Will Cyber Insurance become compulsory for UK firms in 2017?

This is the question that is keeping insurance providers, brokers and entrepreneurs on the edge of their seats. This is all because of an EU regulation pending review and with the UK’s Brexit strategy still a working progress, it is unclear whether UK businesses will be forced to purchase cyber insurance.
As Computer Weekly explains, 46 out of 50 US states have made a commitment to making Cyber Security compulsory and something has been drafted for the EU, but this has been ‘put on hold’ whilst the UK works on leaving the EU.
Certainly, for insurance brokers and anyone looking to capitalise post-Brexit, the potential opportunities for selling and comparing policies is enormous. Imagine if every single firm in the UK had to have a formal policy for their cyber security? The value of policies could easily runs in the billions of pounds.

Why should Cyber Security Insurance become a requirement?

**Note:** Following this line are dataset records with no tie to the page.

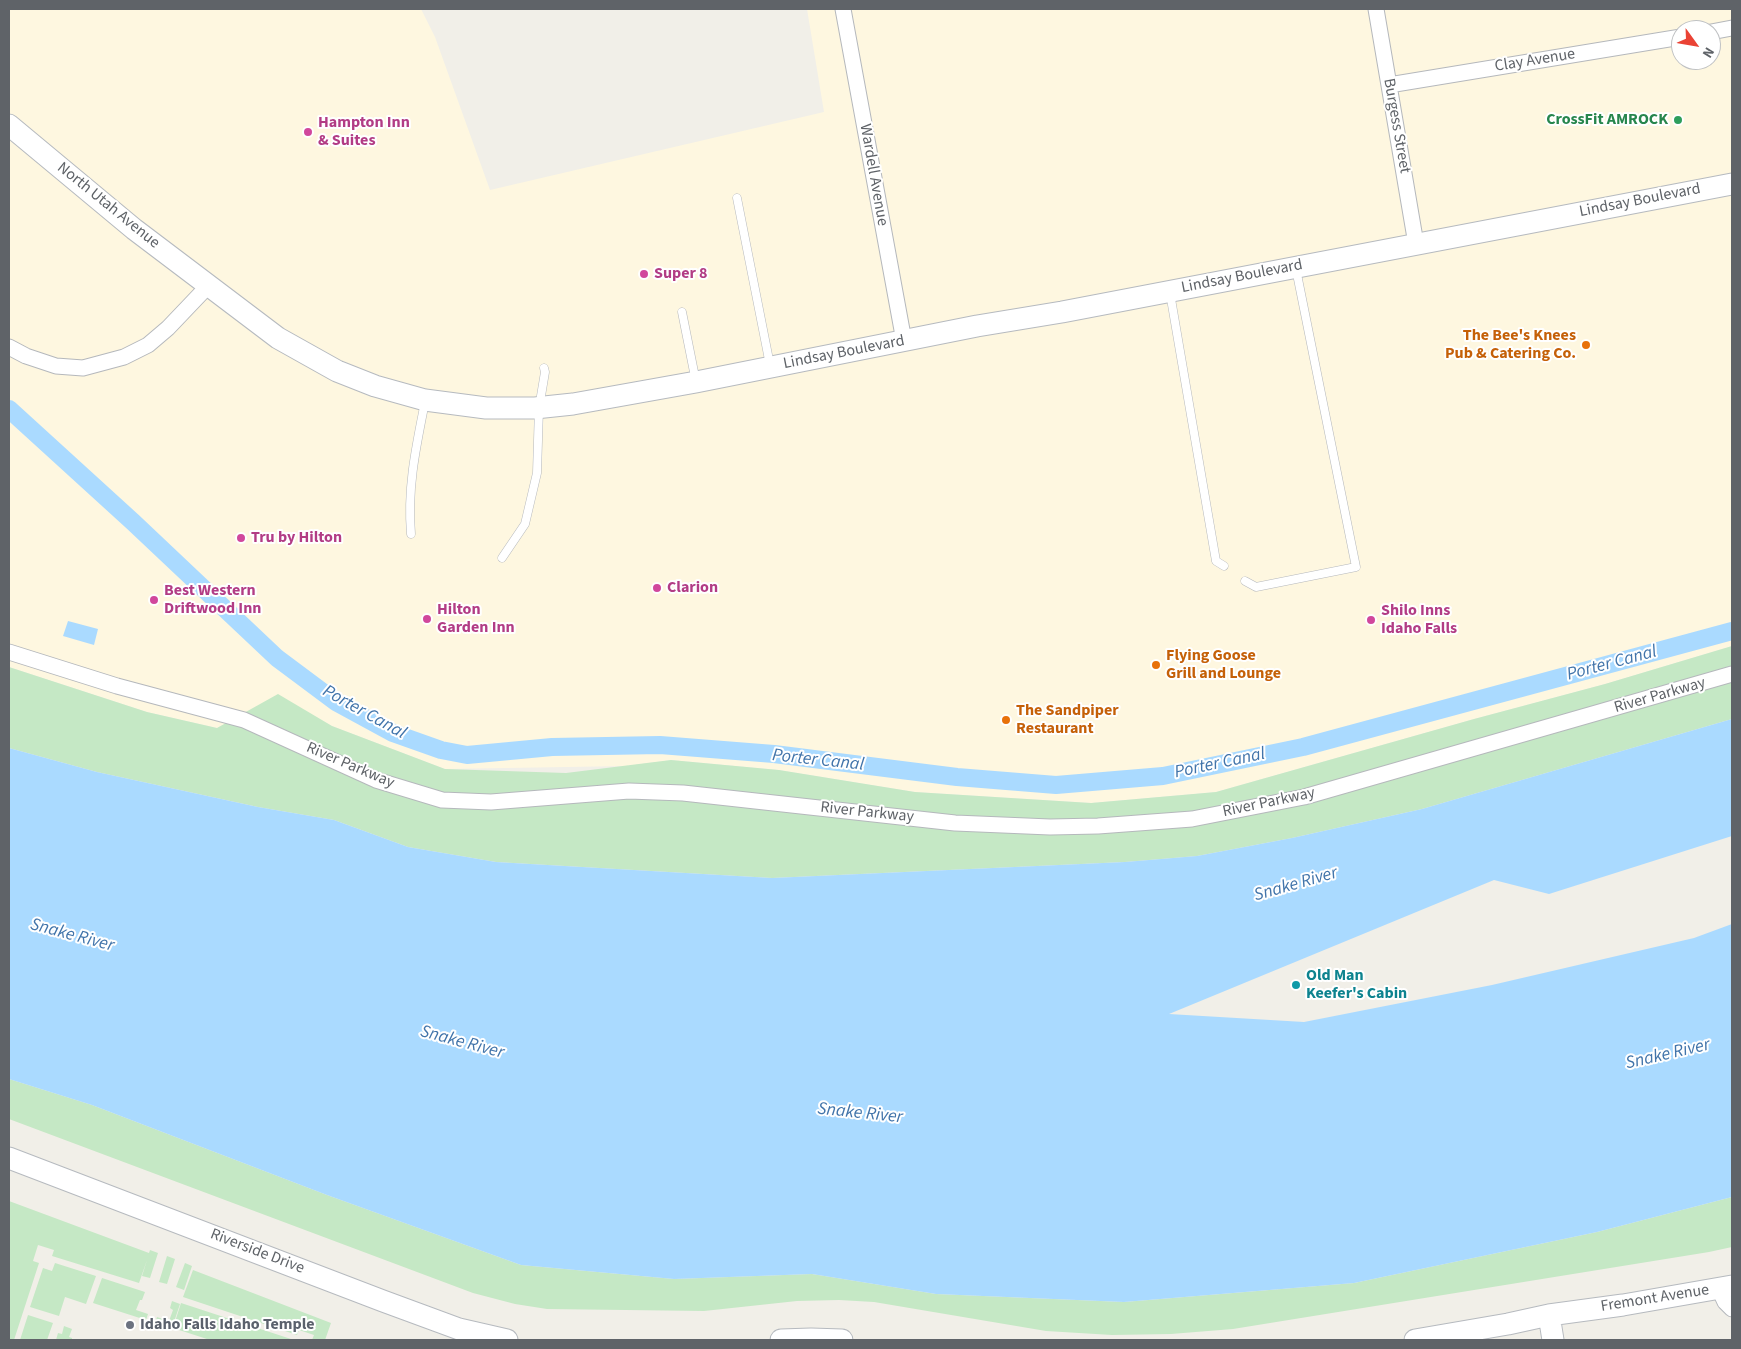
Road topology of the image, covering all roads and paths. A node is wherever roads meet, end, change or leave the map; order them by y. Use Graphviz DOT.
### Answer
graph roads {
  1 [pos="843,9"];
  2 [pos="1376,9"];
  3 [pos="1671,39"];
  4 [pos="1389,85"];
  5 [pos="9,125"];
  6 [pos="1732,184"];
  7 [pos="737,198"];
  8 [pos="1416,244"];
  9 [pos="1296,266"];
  10 [pos="208,286"];
  11 [pos="1170,291"];
  12 [pos="682,312"];
  13 [pos="904,341"];
  14 [pos="9,347"];
  15 [pos="770,367"];
  16 [pos="544,368"];
  17 [pos="696,382"];
  18 [pos="425,400"];
  19 [pos="539,408"];
  20 [pos="412,534"];
  21 [pos="502,558"];
  22 [pos="1224,566"];
  23 [pos="1245,581"];
  24 [pos="9,652"];
  25 [pos="1732,674"];
  26 [pos="9,1158"];
  27 [pos="1726,1288"];
  28 [pos="1732,1308"];
  29 [pos="1548,1315"];
  30 [pos="507,1340"];
  31 [pos="781,1340"];
  32 [pos="842,1340"];
  33 [pos="1415,1340"];
  34 [pos="1553,1340"];
  1 -- 13 [label="street, Wardell Avenue"];
  2 -- 4 [label="street, Burgess Street"];
  3 -- 4 [label="street, Clay Avenue"];
  4 -- 8 [label="street, Burgess Street"];
  5 -- 10 [label="street, North Utah Avenue"];
  6 -- 8 [label="street, Lindsay Boulevard"];
  7 -- 15 [label="lane"];
  8 -- 9 [label="street, Lindsay Boulevard"];
  9 -- 11 [label="street, Lindsay Boulevard"];
  9 -- 23 [label="lane"];
  10 -- 14 [label="street"];
  10 -- 18 [label="street, Lindsay Boulevard"];
  11 -- 13 [label="street, Lindsay Boulevard"];
  11 -- 22 [label="lane"];
  12 -- 17 [label="lane"];
  13 -- 15 [label="street, Lindsay Boulevard"];
  15 -- 17 [label="street, Lindsay Boulevard"];
  16 -- 19 [label="lane"];
  17 -- 19 [label="street, Lindsay Boulevard"];
  18 -- 19 [label="street, Lindsay Boulevard"];
  18 -- 20 [label="lane"];
  19 -- 21 [label="lane"];
  24 -- 25 [label="street, River Parkway"];
  26 -- 30 [label="street, Riverside Drive"];
  27 -- 28 [label="street"];
  27 -- 29 [label="street, Fremont Avenue"];
  29 -- 33 [label="street"];
  29 -- 34 [label="street"];
  31 -- 32 [label="street"];
}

The risk of a cyber attack is huge and the potential costs are even bigger. It was reported today that a data breach at Yahoo has leaked the details of over 1 billion people. The costs that Yahoo are going to incur to repair their brand image, compensate customers and repair any damage will be sizeable. Of course, Yahoo are ahead of the game and will already have insurance in place. But what will stop it happening to you?
In 2014, 60% of small businesses experienced some kind of online data breach and this cost the average firm around £75,000. Cyber attacks come in several different forms, other than just stealing personal details and email addresses, it also includes:

  • Virus or Worm spreading and shutting down your computers and servers
  • Trojan Horse – a backend code that can steal, corrupt or destroy data
  • Phishing – a corrupt link that when clicked on, causes the computer to corrupt (think Anna Kournikova spam email from years back)
  • Employee – it doesn’t always have to come from a malicious external attack, it could be a member of staff accidentally sending the wrong email and sensitive data to other team members or suppliers

What cover will be businesses have to purchase?

Policies are already available and some companies have already had them for years. Basic cover can cost as little as £15 per month and this can give you £5 million worth of cover. Obviously some firms will have much bigger requirements and will need protection that runs in the hundreds of millions.
The insurance will pay for any replacements and reimbursements for loss of data, legal fees, PR and brand rebuilding, extortion costs and business interruption (if your business has to shut down altogether or temporarily). Having sufficient insurance in place can limit any financial losses and company downtime, and can be included in your general business insurance policy.
There is strong case for companies to purchase this insurance anyway if they are reliant on computers and technology as part of their day-to-day business. Yahoo is a perfect example of why this should be a priority for organisations. However, whether it will be compulsory as part of EU legislation is still yet to be determined.